## SUPPLIED INFORMATION:
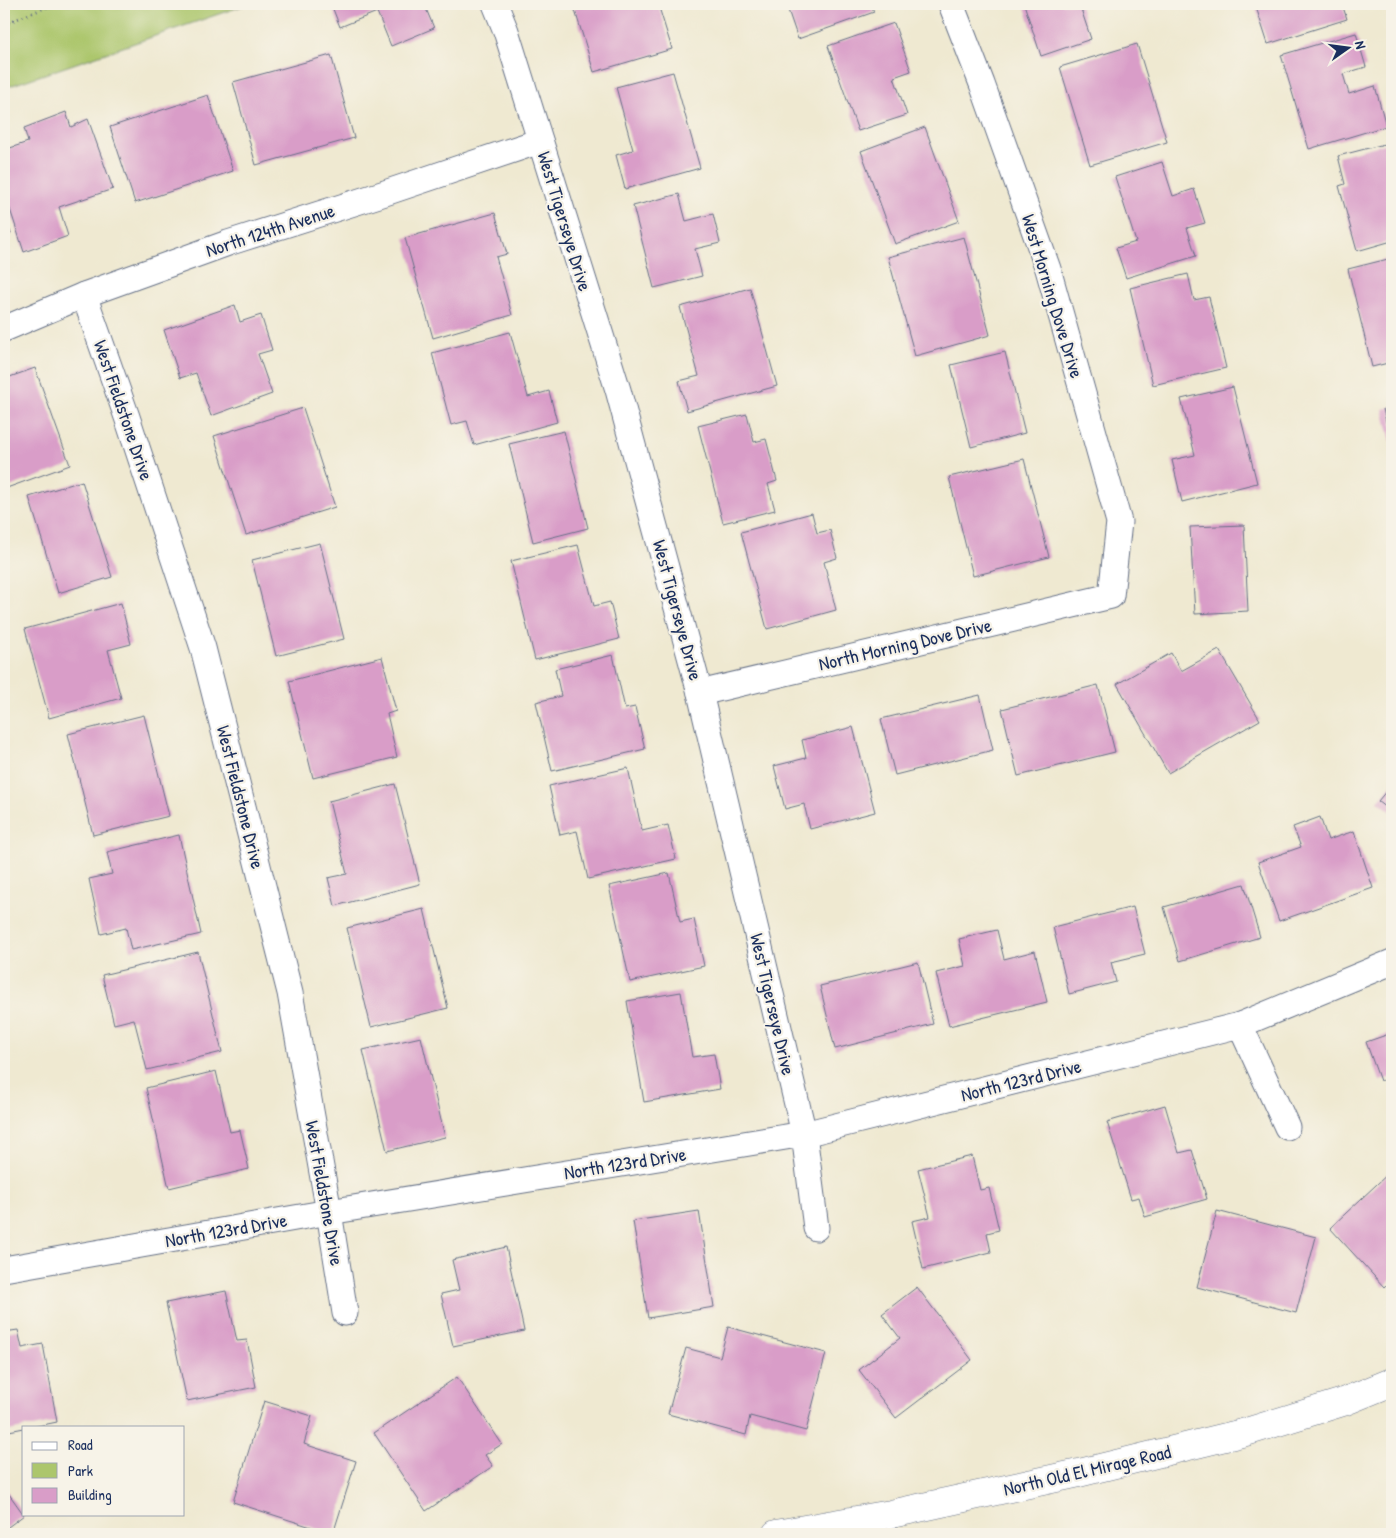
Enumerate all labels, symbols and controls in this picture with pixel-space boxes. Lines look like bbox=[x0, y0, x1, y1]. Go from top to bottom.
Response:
==
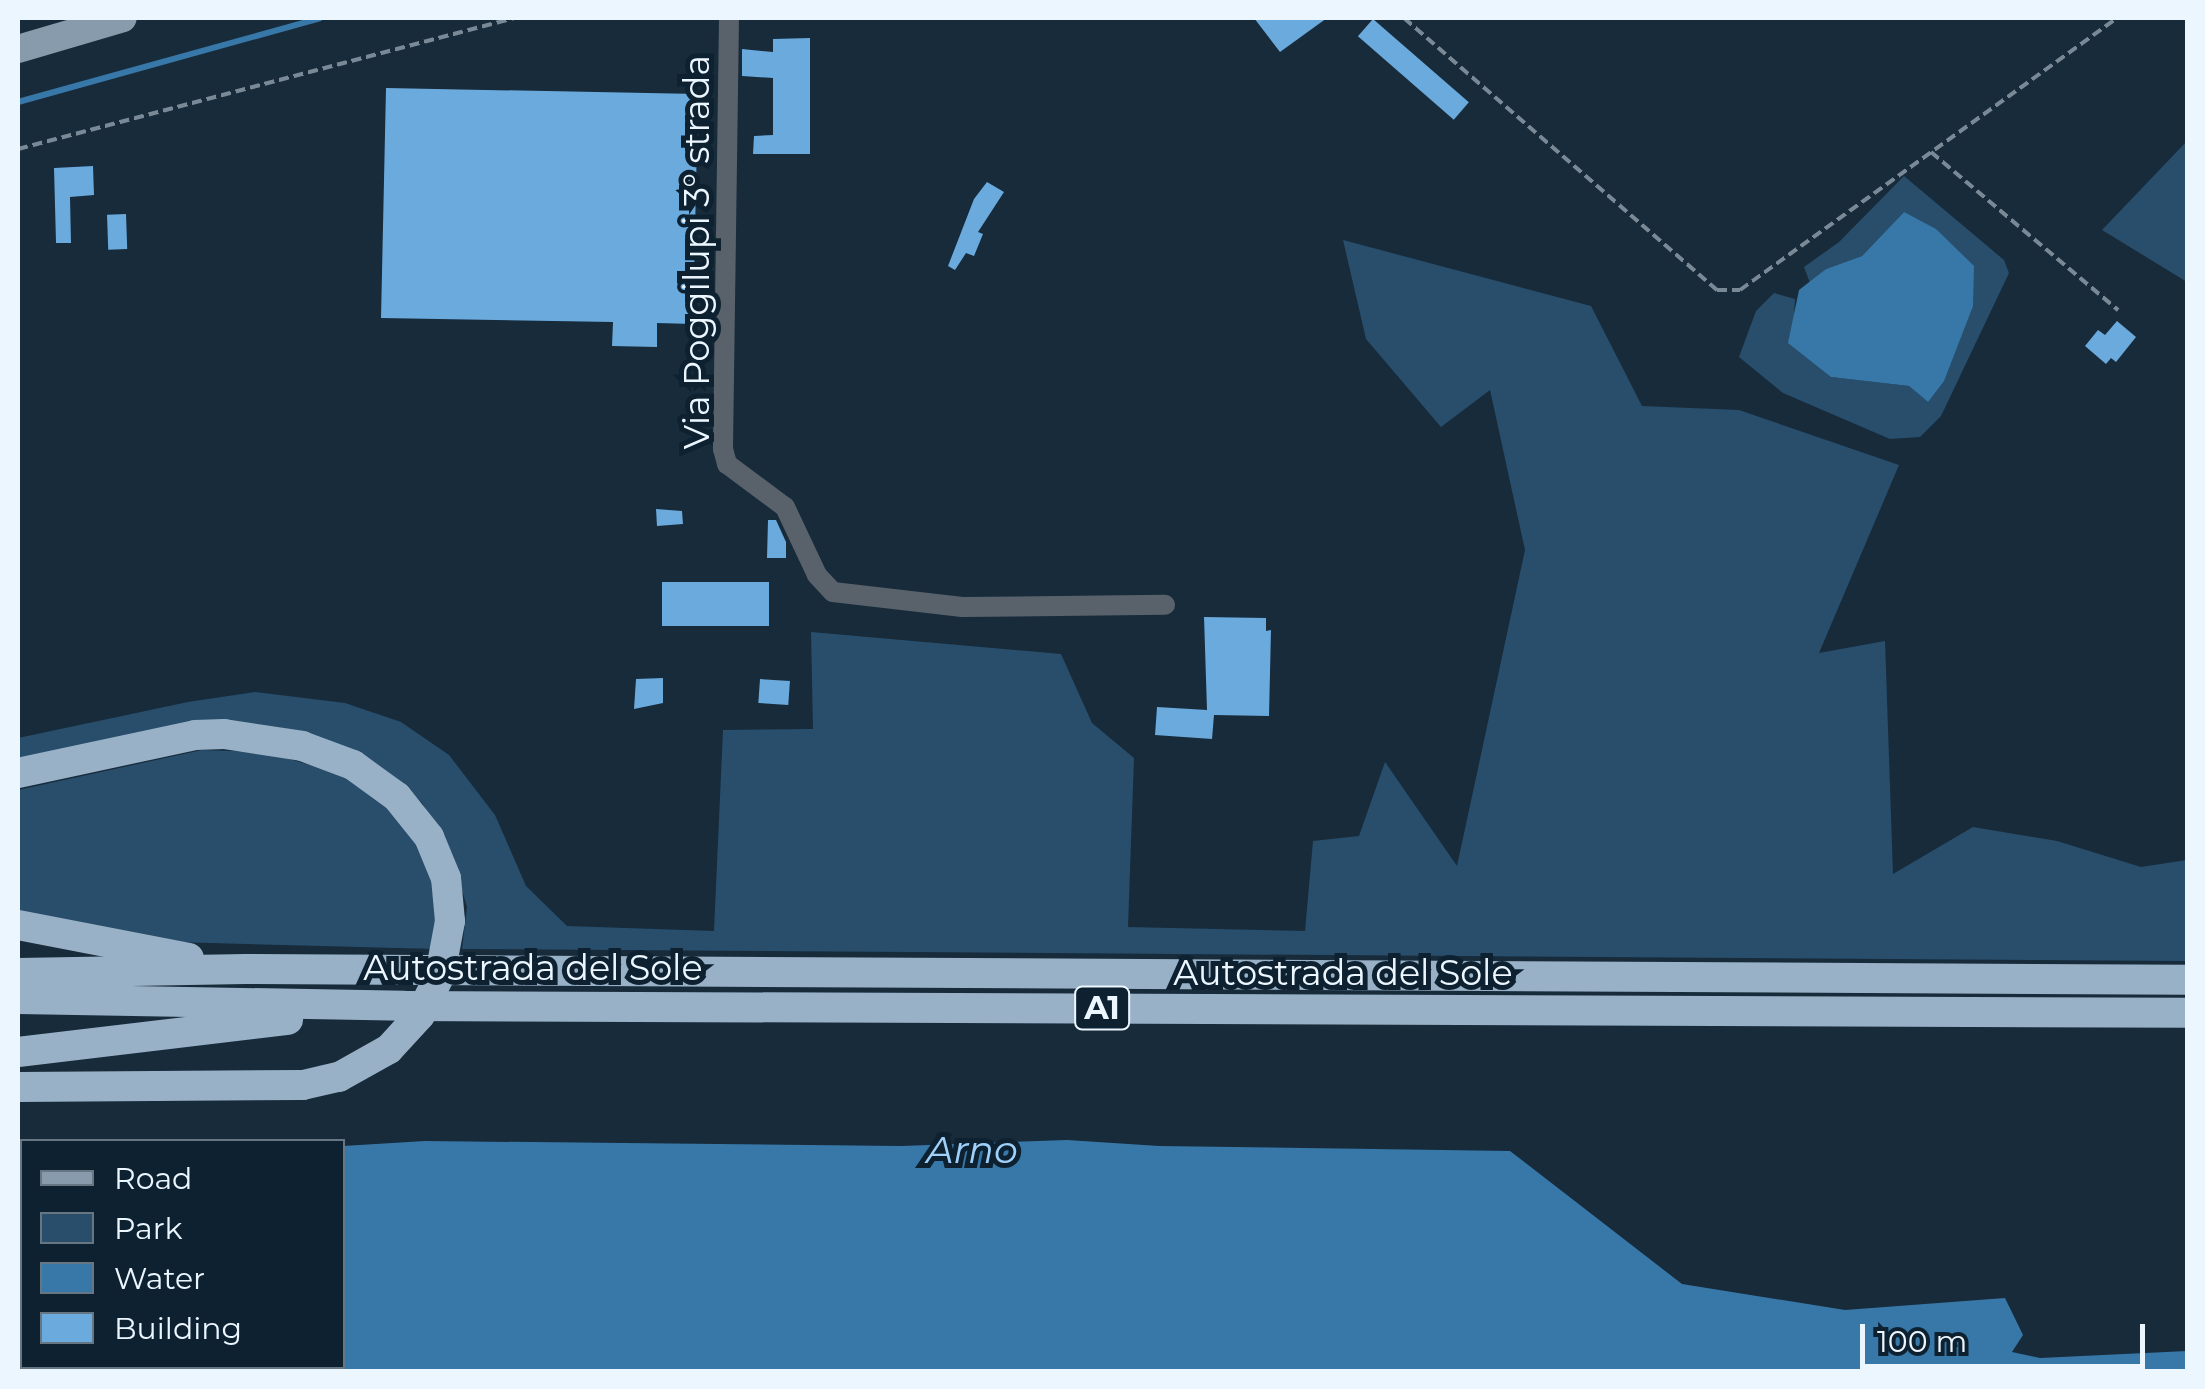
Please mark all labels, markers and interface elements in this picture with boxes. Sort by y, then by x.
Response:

## WHAT THE EXERCISE ASKS:
Determine how many of the lines above hold the word "labels", and output that number by itself.

## TASK OUTPUT:
2